Once the corpus has been produced, you can either upload it to the Configo app (if manual Configo Insight or Core Basic services are being performed), or send it to us for further use and analysis.

Corpus Contents

Each corpus will contain the following two files:

The files are clear text files and can be inspected.

meta.json contains the metadata about the corpus generator run: when was it run, what plug-ins were used, what parameter values were set for the capture, what tasks were performed and what were their results.

data contains raw responses that Service Optimization returned to various queries, in XML format. This is typically a large file, but it can be inspected and searched if required. The most important reason for inspecting this file would be to avoid undesired data to be included in the corpus. For example, if for data protection purposes the customer wants to exclude anything that may reference any engineer names, this file can be inspected and searched in order to find out where those references are coming from and configure the corpus generator to exclude them.

Corpus Capture Configuration

Xoom Corpus Generator supports rich configuration that controls what information is captures. The configuration file xcg.json included with the tool downloaded from the Configo app will look something like this:

{
  "global": {},
  "instances": {
    "*": {
      "{zanyants.com/xoom/w6/corpus-factories}include-data": true,
      "{zanyants.com/xoom/w6/corpus-factories}unconditionally-included-collections": [],
      "{zanyants.com/xoom/w6/corpus-factories}small-collection-size": 10000,
      "{zanyants.com/xoom/w6/corpus-factories}exclude-transactional-collections": true,
      "{zanyants.com/xoom/w6}scenario": "xcg",
      "{zanyants.com/xoom/w6/connection}user-name": "click-user",
      "{zanyants.com/xoom/w6/connection}domain": "",
      "{zanyants.com/xoom/w6/connection}server-uri": "https://click-host-uri/SO",
      "{zanyants.com/xoom/w6/connection/integration-services}credential-type": "Windows",
      "{zanyants.com/xoom/w6/connection/integration-services}virtual-directory": "IntegrationServices",
      "{zanyants.com/xoom/w6/connection}server-version": "8.3.0.0"
    }
  }
}

Each option has a namespace (the bit inside curly braces) which indicates its context, a name and a value. For example, the line

"{zanyants.com/xoom/w6/corpus-factories}include-data": true

specifies that option include-data in namespace zanyants.com/xoom/w6/corpus-factories has a value true.

The options in the namespace zanyants.com/xoom/w6/connection and its descendant namespaces define the Click environment to which the tool will connect and the related parameters (the credentials, which virtual directory to use etc). Most of the options in this namespace are self-explanatory, so we won’t explain them further here.

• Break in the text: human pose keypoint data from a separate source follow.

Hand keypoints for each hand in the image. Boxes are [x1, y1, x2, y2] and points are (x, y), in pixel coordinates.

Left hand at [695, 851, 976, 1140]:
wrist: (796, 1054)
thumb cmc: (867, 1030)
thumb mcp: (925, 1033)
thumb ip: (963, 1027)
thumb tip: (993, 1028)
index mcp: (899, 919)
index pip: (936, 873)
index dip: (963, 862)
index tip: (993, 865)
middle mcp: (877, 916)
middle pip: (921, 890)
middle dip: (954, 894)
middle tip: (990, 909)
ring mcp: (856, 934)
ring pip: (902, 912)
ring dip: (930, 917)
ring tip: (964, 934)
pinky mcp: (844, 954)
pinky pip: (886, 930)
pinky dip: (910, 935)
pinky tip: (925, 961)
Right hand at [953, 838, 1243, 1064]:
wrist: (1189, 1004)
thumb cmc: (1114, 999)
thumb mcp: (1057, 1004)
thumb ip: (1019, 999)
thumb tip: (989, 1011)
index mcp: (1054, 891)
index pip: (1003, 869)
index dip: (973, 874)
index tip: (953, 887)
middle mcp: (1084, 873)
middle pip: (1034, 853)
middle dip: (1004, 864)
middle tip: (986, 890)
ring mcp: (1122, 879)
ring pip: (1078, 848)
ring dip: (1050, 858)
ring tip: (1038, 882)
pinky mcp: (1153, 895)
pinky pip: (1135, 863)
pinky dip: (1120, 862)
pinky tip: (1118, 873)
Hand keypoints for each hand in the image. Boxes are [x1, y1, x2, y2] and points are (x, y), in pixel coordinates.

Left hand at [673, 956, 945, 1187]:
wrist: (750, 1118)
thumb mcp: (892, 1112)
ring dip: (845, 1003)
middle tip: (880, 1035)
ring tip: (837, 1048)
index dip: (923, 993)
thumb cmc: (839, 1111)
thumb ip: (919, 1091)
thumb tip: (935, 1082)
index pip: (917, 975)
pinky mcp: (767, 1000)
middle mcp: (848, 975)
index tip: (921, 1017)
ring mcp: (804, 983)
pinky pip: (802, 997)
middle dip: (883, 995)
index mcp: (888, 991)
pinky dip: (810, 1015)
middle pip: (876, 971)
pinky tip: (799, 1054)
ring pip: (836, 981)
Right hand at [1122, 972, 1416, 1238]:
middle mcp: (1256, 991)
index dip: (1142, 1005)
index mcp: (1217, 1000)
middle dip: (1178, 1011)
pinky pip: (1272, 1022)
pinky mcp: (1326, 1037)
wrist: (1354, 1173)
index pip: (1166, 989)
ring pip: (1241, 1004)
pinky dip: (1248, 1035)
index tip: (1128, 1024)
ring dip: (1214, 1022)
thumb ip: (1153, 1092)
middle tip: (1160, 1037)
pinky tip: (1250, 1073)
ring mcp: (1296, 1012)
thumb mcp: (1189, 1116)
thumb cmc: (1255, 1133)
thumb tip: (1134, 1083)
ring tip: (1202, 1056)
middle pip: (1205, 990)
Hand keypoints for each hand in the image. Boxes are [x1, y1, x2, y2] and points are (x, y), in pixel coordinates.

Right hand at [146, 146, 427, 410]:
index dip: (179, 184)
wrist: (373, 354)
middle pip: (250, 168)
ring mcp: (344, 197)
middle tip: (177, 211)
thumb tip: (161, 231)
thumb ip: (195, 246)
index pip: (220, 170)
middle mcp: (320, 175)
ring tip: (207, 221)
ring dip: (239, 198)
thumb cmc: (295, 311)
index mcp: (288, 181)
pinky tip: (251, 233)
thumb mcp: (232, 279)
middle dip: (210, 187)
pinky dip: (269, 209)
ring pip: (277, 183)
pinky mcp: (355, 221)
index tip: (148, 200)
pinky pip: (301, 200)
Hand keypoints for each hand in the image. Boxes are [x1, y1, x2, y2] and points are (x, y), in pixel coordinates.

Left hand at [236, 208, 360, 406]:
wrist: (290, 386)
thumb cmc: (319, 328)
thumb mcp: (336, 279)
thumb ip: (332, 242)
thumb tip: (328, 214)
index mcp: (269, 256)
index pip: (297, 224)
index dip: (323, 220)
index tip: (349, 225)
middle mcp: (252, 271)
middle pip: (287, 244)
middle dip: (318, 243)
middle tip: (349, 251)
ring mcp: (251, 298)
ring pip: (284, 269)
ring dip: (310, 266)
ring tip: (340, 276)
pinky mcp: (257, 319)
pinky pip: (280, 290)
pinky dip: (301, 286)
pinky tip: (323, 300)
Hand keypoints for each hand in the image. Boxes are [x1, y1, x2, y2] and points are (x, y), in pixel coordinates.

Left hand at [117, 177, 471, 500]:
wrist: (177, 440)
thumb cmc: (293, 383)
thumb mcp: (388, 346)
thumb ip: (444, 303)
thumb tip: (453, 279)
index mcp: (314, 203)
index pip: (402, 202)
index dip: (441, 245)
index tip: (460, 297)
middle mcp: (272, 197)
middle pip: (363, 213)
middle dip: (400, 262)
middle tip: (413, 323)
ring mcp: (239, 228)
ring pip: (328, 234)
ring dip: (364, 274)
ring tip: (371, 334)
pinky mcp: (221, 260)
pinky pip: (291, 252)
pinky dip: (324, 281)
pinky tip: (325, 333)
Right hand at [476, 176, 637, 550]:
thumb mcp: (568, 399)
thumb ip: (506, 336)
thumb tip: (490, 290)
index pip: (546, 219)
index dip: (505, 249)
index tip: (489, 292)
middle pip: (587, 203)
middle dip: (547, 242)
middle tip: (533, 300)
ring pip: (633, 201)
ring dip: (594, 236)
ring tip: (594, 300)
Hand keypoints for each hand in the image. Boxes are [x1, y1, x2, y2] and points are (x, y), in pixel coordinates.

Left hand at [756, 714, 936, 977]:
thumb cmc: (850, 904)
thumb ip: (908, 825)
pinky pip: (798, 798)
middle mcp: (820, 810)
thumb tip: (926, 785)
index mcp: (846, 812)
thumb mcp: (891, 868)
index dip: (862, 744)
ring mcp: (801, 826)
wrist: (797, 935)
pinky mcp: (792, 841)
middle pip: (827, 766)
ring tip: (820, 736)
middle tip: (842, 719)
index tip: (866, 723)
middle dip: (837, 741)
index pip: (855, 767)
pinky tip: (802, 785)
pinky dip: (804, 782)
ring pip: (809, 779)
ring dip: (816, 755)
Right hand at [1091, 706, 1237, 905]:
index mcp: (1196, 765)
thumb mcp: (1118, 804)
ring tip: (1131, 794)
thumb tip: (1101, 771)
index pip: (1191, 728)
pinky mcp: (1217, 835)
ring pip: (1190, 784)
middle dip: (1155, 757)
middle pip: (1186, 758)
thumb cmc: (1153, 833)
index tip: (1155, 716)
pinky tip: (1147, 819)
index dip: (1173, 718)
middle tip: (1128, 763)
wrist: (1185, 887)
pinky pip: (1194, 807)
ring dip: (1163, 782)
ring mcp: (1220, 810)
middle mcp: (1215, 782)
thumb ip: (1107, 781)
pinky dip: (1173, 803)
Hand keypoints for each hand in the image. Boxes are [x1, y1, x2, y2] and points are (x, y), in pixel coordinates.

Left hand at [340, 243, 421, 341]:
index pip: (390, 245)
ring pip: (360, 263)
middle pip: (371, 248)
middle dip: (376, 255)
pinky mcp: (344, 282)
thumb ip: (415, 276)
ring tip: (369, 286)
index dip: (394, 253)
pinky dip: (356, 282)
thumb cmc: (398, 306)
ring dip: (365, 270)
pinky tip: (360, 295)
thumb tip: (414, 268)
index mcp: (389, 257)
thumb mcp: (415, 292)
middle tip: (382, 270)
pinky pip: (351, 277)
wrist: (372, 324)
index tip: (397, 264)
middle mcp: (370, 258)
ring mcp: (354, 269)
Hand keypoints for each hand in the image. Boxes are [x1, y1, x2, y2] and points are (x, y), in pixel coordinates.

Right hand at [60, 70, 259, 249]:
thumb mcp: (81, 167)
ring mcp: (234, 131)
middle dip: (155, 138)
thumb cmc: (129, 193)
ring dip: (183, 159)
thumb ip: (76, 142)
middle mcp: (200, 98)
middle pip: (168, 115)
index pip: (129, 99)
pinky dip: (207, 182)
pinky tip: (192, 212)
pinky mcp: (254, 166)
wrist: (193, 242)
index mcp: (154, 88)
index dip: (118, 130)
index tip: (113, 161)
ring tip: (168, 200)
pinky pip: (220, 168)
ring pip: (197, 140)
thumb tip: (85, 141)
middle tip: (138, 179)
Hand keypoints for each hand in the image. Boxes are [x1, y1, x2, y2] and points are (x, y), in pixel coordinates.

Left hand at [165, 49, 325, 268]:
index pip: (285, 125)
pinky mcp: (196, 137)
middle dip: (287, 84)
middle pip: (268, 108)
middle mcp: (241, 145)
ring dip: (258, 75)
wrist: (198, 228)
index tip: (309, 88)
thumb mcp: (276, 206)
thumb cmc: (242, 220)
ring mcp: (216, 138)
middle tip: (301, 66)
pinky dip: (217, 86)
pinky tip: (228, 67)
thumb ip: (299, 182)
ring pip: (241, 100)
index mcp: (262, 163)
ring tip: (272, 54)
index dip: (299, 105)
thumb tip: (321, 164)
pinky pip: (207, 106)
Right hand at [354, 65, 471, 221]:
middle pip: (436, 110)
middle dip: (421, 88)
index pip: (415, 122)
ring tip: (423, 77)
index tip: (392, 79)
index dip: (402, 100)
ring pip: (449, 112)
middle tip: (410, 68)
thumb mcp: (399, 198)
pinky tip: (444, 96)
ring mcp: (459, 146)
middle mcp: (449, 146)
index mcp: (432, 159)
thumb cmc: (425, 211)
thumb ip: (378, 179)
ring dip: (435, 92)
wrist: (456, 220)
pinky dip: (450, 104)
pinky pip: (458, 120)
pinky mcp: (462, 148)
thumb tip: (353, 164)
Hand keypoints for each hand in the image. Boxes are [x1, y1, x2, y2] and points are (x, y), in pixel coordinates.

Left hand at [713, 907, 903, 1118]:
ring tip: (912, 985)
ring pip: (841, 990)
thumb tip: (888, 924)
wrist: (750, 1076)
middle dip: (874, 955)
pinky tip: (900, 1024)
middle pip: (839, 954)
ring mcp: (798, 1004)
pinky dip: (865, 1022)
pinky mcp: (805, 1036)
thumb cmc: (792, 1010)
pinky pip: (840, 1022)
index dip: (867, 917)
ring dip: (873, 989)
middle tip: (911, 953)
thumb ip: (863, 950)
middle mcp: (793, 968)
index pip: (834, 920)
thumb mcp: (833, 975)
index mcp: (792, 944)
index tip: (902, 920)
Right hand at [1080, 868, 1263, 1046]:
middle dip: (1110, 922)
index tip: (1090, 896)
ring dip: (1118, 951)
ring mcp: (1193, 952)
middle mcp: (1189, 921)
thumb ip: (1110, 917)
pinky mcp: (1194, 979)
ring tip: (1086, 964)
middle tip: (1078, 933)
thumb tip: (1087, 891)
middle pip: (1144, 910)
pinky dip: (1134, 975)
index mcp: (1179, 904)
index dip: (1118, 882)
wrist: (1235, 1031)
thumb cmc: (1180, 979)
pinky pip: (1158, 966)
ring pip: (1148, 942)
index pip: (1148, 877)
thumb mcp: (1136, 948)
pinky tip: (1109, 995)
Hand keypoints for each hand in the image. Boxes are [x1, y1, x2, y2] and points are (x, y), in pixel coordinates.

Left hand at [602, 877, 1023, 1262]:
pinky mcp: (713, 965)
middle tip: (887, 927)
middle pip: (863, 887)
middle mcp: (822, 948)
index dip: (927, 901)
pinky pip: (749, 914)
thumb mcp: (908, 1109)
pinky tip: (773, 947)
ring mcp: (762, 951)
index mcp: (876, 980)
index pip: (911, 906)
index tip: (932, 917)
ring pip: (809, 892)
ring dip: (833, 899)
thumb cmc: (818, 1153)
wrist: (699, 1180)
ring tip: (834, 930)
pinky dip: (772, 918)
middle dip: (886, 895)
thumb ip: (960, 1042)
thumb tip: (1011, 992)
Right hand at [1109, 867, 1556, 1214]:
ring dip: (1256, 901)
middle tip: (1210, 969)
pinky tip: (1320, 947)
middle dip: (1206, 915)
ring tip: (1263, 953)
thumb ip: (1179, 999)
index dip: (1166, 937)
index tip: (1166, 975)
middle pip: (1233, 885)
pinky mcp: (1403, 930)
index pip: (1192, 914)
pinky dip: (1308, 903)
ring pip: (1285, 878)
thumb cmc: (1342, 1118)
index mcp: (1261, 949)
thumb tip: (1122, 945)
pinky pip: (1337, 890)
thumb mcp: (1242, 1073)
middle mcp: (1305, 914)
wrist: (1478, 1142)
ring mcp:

The namespace zanyants.com/xoom/w6/corpus-factories is more interesting. We have the following options:

include-data: Specifies whether data (as opposed to just the schema, identity information and collection sizes) should be included in the corpus. This parameter should only be set to false in very rare circumstances where only scheme analysis is required, or when only the data for an explicit list of collections should be included (see option unconditionally-included-collections).
exclude-transactional-collections: Specifies whether the data from transactional collections (such as engineers, tasks, assignments, plans, roster allocations, forecasts and a number of other collections) should be excluded from the corpus. This value rarely needs to be modified as individual transactional collections can be included using option unconditionally-included-collections when required.
small-collection-size: Specifies the number of objects that makes the collection small. Unless explicitly included, only the data of small collections will be included in the corpus, while the data of larger collections will not be included.
unconditionally-included-collections: Specifies a list of collections that will be included regardless of the value of any other option.